(Task to carry out) The answer should hold every line of the listing, unchanged and free of images.

(Study material)
- - - - - - -
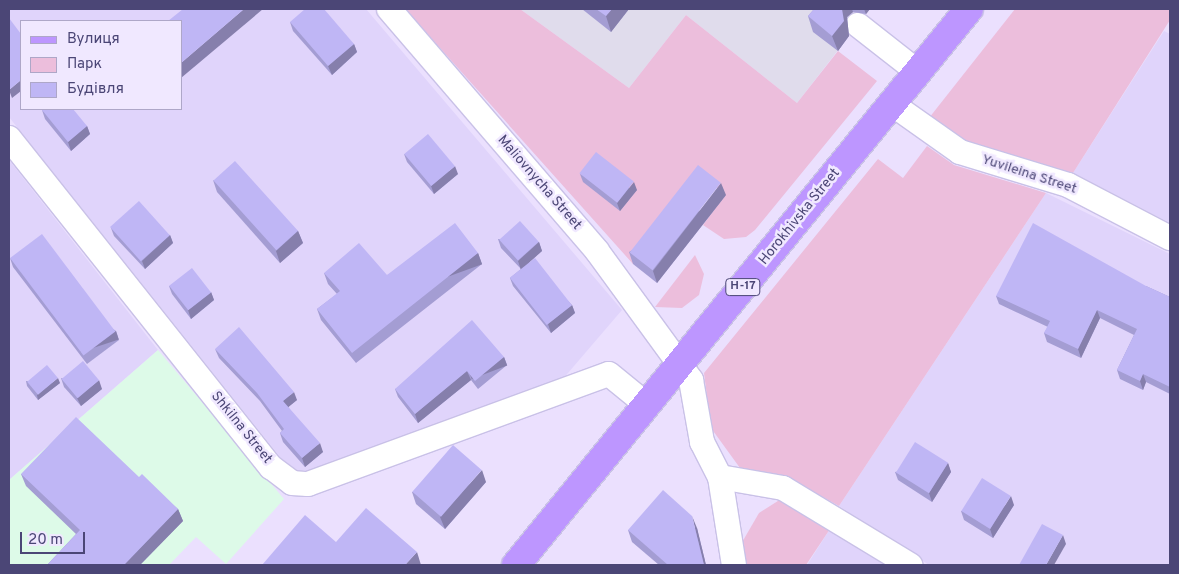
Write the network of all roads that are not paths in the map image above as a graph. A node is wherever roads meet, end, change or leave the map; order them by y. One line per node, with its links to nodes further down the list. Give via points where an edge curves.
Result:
1 (389, 9): 8 (street, Maliovnycha Street, via 597,251)
2 (970, 9): 4 (main road, Horokhivska Street / Н-17)
3 (858, 25): 4 (street)
4 (918, 72): 5 (main road, Horokhivska Street / Н-17)
5 (892, 104): 7 (street, Yuvileina Street, via 960,152 1068,185); 8 (main road, Horokhivska Street / Н-17)
6 (9, 138): 9 (street, Shkilna Street, via 272,467 292,483 308,484 609,374)
7 (1170, 238)
8 (679, 365): 9 (main road, Horokhivska Street / Н-17); 10 (street, Maliovnycha Street, via 691,380 702,442)
9 (647, 405): 11 (main road, Horokhivska Street / Н-17)
10 (720, 477): 12 (street, Maliovnycha Street); 13 (street, via 783,488)
11 (516, 565)
12 (734, 565)
13 (910, 565)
- - - - - - -
(Exercise solution)
Write the network of all roads that are not paths in the map image above as a graph. A node is wherever roads meet, end, change or leave the map; order them by y. One line per node, with its links to nodes further down the list. Give via points where an edge curves.
Result:
1 (389, 9): 8 (street, Maliovnycha Street, via 597,251)
2 (970, 9): 4 (main road, Horokhivska Street / Н-17)
3 (858, 25): 4 (street)
4 (918, 72): 5 (main road, Horokhivska Street / Н-17)
5 (892, 104): 7 (street, Yuvileina Street, via 960,152 1068,185); 8 (main road, Horokhivska Street / Н-17)
6 (9, 138): 9 (street, Shkilna Street, via 272,467 292,483 308,484 609,374)
7 (1170, 238)
8 (679, 365): 9 (main road, Horokhivska Street / Н-17); 10 (street, Maliovnycha Street, via 691,380 702,442)
9 (647, 405): 11 (main road, Horokhivska Street / Н-17)
10 (720, 477): 12 (street, Maliovnycha Street); 13 (street, via 783,488)
11 (516, 565)
12 (734, 565)
13 (910, 565)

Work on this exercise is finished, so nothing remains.